System Admin - ms windows

Windows 7 - System Maintenance / Cleanup

Regular activities to help avoid a system filling up with temporary files and old system restore data:

  1. Run "Disk Cleanup"
    • On a system that has been running a while without a cleanup the scans can take quite a while (ie >10 minutes)

    • Include extra files by clicking the "Cleanup system files" button
    • Once system files are included, an "More Options" tab is included where old restore points can be removed. Note that by default Windows allows up to 25% of the disk to be used by by restore points. With PC disks regularly over 1TB this can mean hundres of gigabytes of old restore points (which may also contribute to slowing the system down).

    • Be cautious about the "Programs and Features" function as you may accidentally remove programs that you use irregularly (but that you still want installed).
  2. Check the "Recycle Bin" - users often do not clean this up (so again it may contain hundreds of gigabytes of files managed by the system).
  3. Configure lower limits for temporary files:
    • Recycle Bin: Right-click on the "Recycle Bin", select "Properties" and set a reasonable (depends on the user) "Custom size" for each disk.

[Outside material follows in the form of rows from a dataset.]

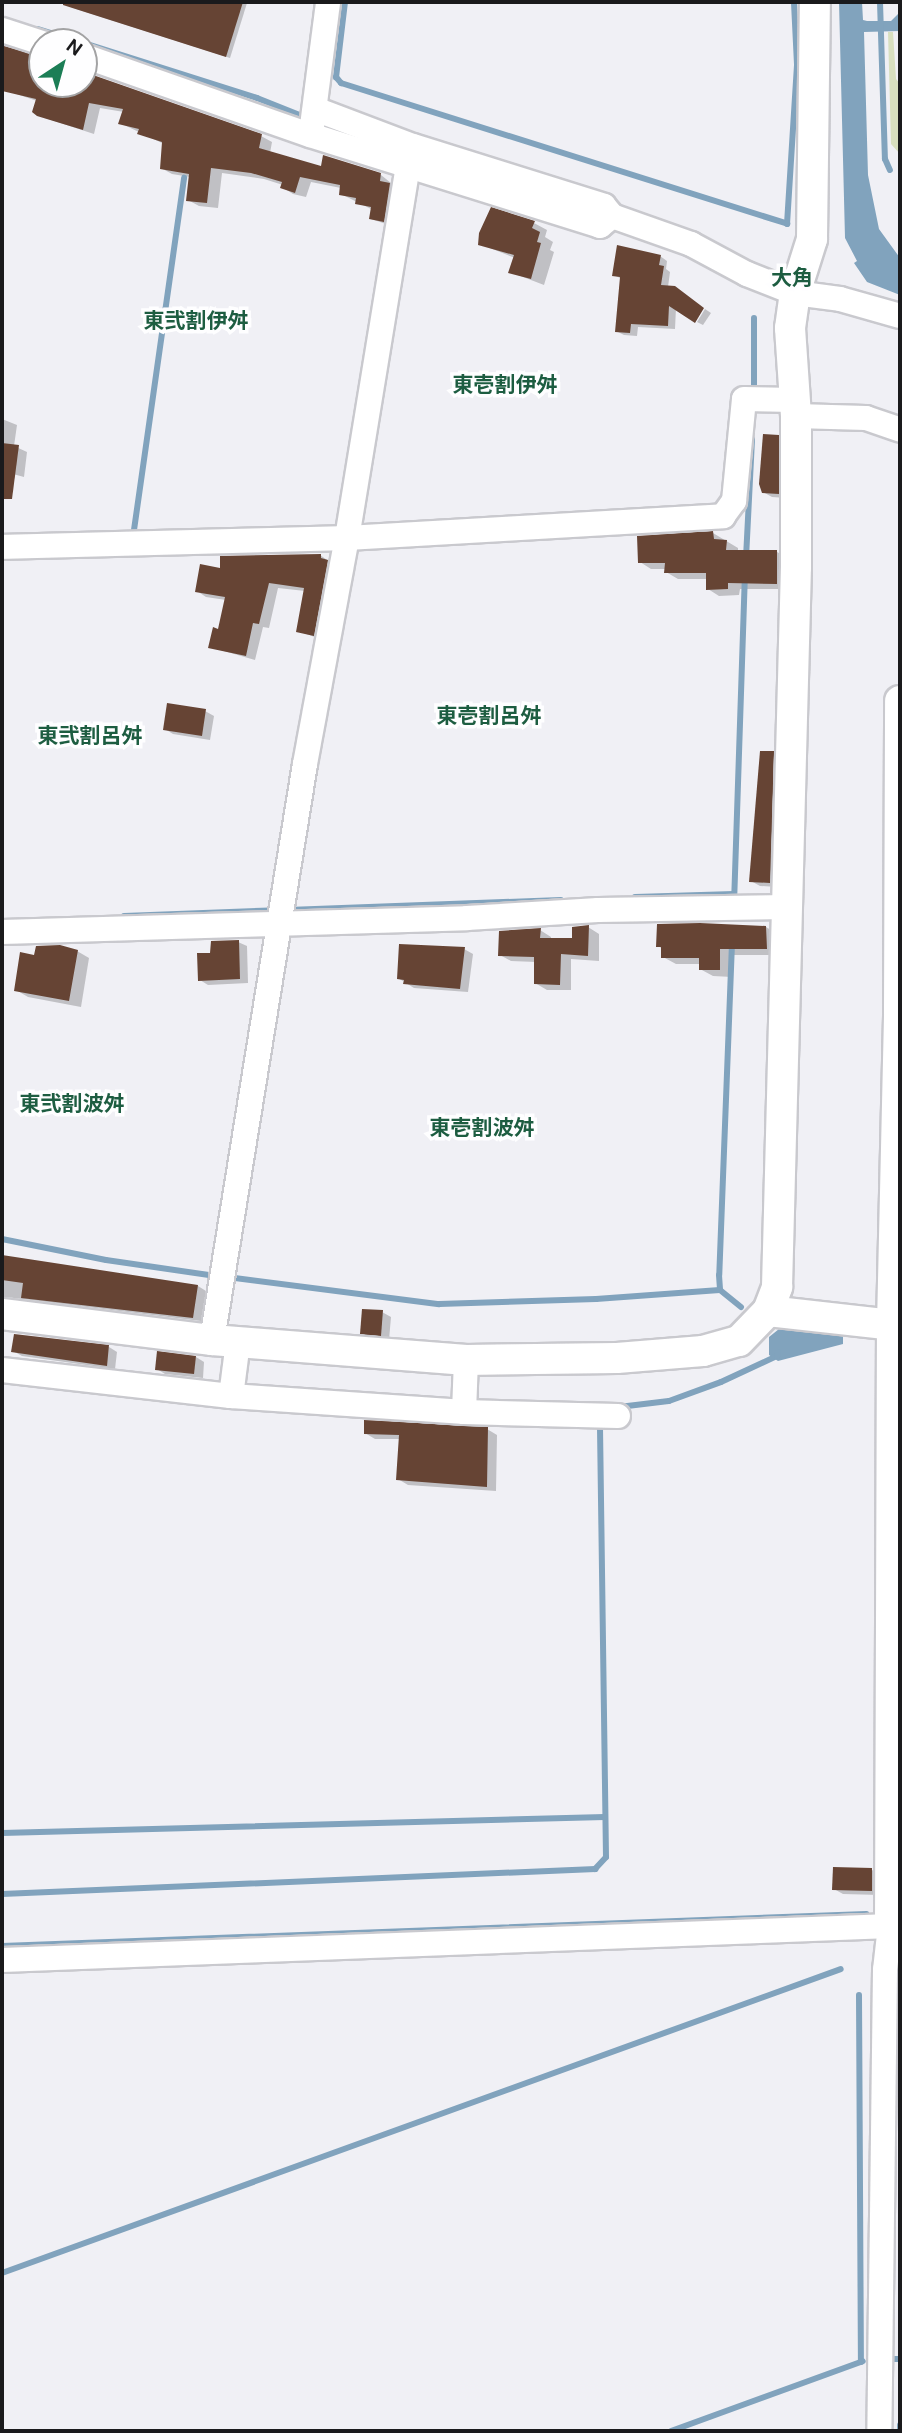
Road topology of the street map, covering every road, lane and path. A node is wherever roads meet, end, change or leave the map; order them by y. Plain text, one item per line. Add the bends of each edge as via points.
1 (328, 2) edge
2 (815, 2) edge
3 (2, 30) edge
4 (28, 38) edge
5 (98, 60) edge
6 (313, 122) junction
7 (408, 167) junction
8 (612, 216) junction
9 (795, 293) junction
10 (900, 316) edge
11 (795, 408) junction
12 (900, 430) edge
13 (347, 533) junction
14 (2, 547) edge
15 (900, 701) edge
16 (787, 907) junction
17 (281, 913) junction
18 (2, 932) edge
19 (900, 1012) edge
20 (768, 1311) junction
21 (2, 1314) edge
22 (896, 1326) edge
23 (225, 1341) junction
24 (466, 1360) junction
25 (2, 1370) edge
26 (232, 1388) junction
27 (464, 1405) junction
28 (606, 1415) dead end
29 (890, 1926) junction
30 (2, 1960) edge
31 (894, 1969) edge
32 (890, 2370) edge
33 (879, 2431) edge

1 - 6 street
2 - 9 street via 812,239
3 - 4 street
5 - 6 street
6 - 7 street
6 - 8 street via 412,146 604,206
7 - 8 street via 600,226
7 - 13 street
8 - 9 street via 691,244
9 - 10 street via 840,299
9 - 11 street via 790,328
11 - 12 street via 866,418
11 - 13 street via 744,398 734,501 723,516
11 - 16 street via 796,567
13 - 14 street
13 - 17 street
15 - 19 street
16 - 17 street via 467,918
16 - 20 street via 777,1287
17 - 18 street
17 - 23 street via 223,1276
19 - 22 street
20 - 22 street
20 - 24 street via 739,1341 703,1352
21 - 23 street
22 - 29 street
23 - 24 street
23 - 26 street
24 - 27 street
25 - 26 street
26 - 27 street
27 - 28 street
29 - 30 street
29 - 31 street
31 - 32 street
32 - 33 street

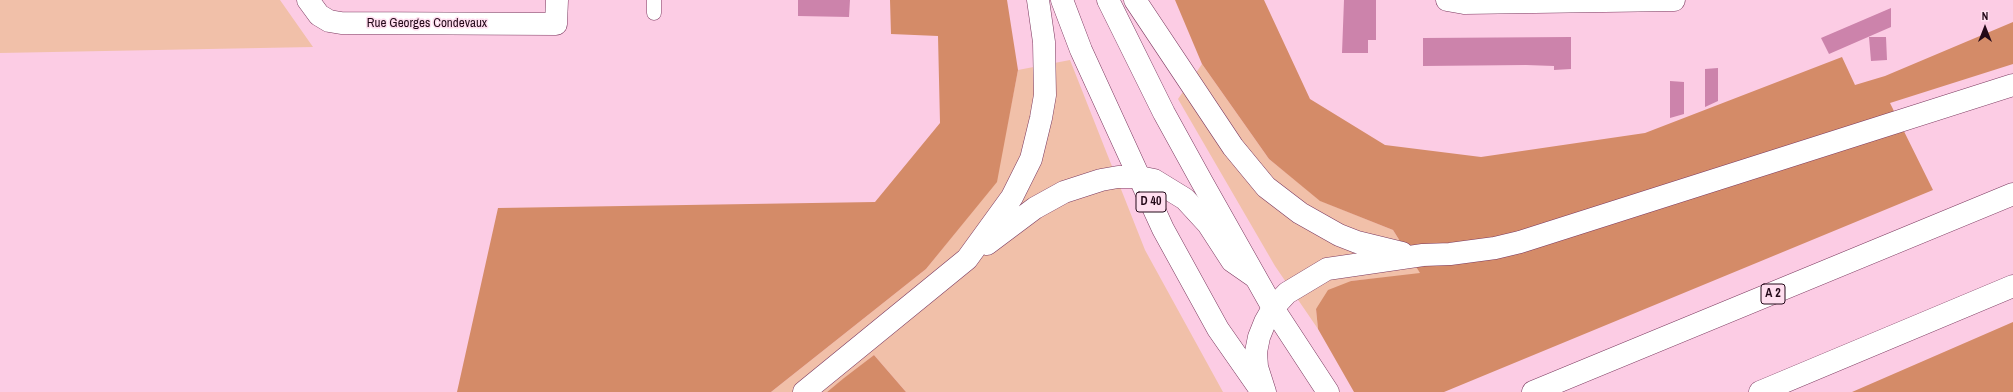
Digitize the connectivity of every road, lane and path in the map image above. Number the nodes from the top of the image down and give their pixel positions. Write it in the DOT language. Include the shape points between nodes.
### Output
graph roads {
  1 [pos="308,0"];
  2 [pos="558,0"];
  3 [pos="1038,0"];
  4 [pos="1062,0"];
  5 [pos="1108,0"];
  6 [pos="1136,0"];
  7 [pos="1447,0"];
  8 [pos="1674,0"];
  9 [pos="2013,85"];
  10 [pos="1139,178"];
  11 [pos="2013,194"];
  12 [pos="1423,255"];
  13 [pos="967,259"];
  14 [pos="1255,277"];
  15 [pos="2013,286"];
  16 [pos="1273,308"];
  17 [pos="1323,386"];
  18 [pos="804,392"];
  19 [pos="1263,392"];
  20 [pos="1533,392"];
  21 [pos="1760,392"];
  1 -- 2 [label="main road, Rue Georges Condevaux" via="319,15 341,24 556,24"];
  3 -- 13 [label="main road" via="1044,42 1044,95 1031,159 1012,197"];
  4 -- 10 [label="main road, D 40" via="1081,50"];
  5 -- 14 [label="main road" via="1164,113"];
  6 -- 12 [label="main road" via="1233,147 1266,187 1300,213 1340,235 1380,248"];
  7 -- 8 [label="main road" via="1472,3"];
  9 -- 12 [label="main road" via="1520,242 1480,250"];
  10 -- 13 [label="main road" via="1118,177 1101,180 1064,192 1035,208"];
  10 -- 14 [label="main road" via="1154,180 1185,199 1208,224 1232,261"];
  10 -- 19 [label="main road, D 40" via="1205,307 1237,358"];
  11 -- 20 [label="main road, A 2"];
  12 -- 16 [label="main road" via="1327,269 1287,293"];
  13 -- 18 [label="main road"];
  14 -- 16 [label="main road"];
  15 -- 21 [label="main road"];
  16 -- 17 [label="main road"];
  16 -- 19 [label="main road" via="1264,322 1256,352"];
}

    • Restore Points: Click on the windows icon (main menu, lower left corner of the screen), right-click on "Computer", select "Properties"; select "System protection", select a drive under "Protection Settings" and press "Configure" button; under "Disk Space Usage" note the current "Max usage" remembering that the number is probably gigabytes (on a typical system with 1TB of drive the default allowed 170GB of restore points); drag the "Max usage" bar to the left to reduce the threshold - even the minimum of 1% on the above example system allowed 6GB of data. NOTE: it's important to do this for each drive, and note that on some systems with a much smaller recovery partition the numbers can look misleading because the 25% there is a much smaller number and the recovery partition will probably have restore points disabled.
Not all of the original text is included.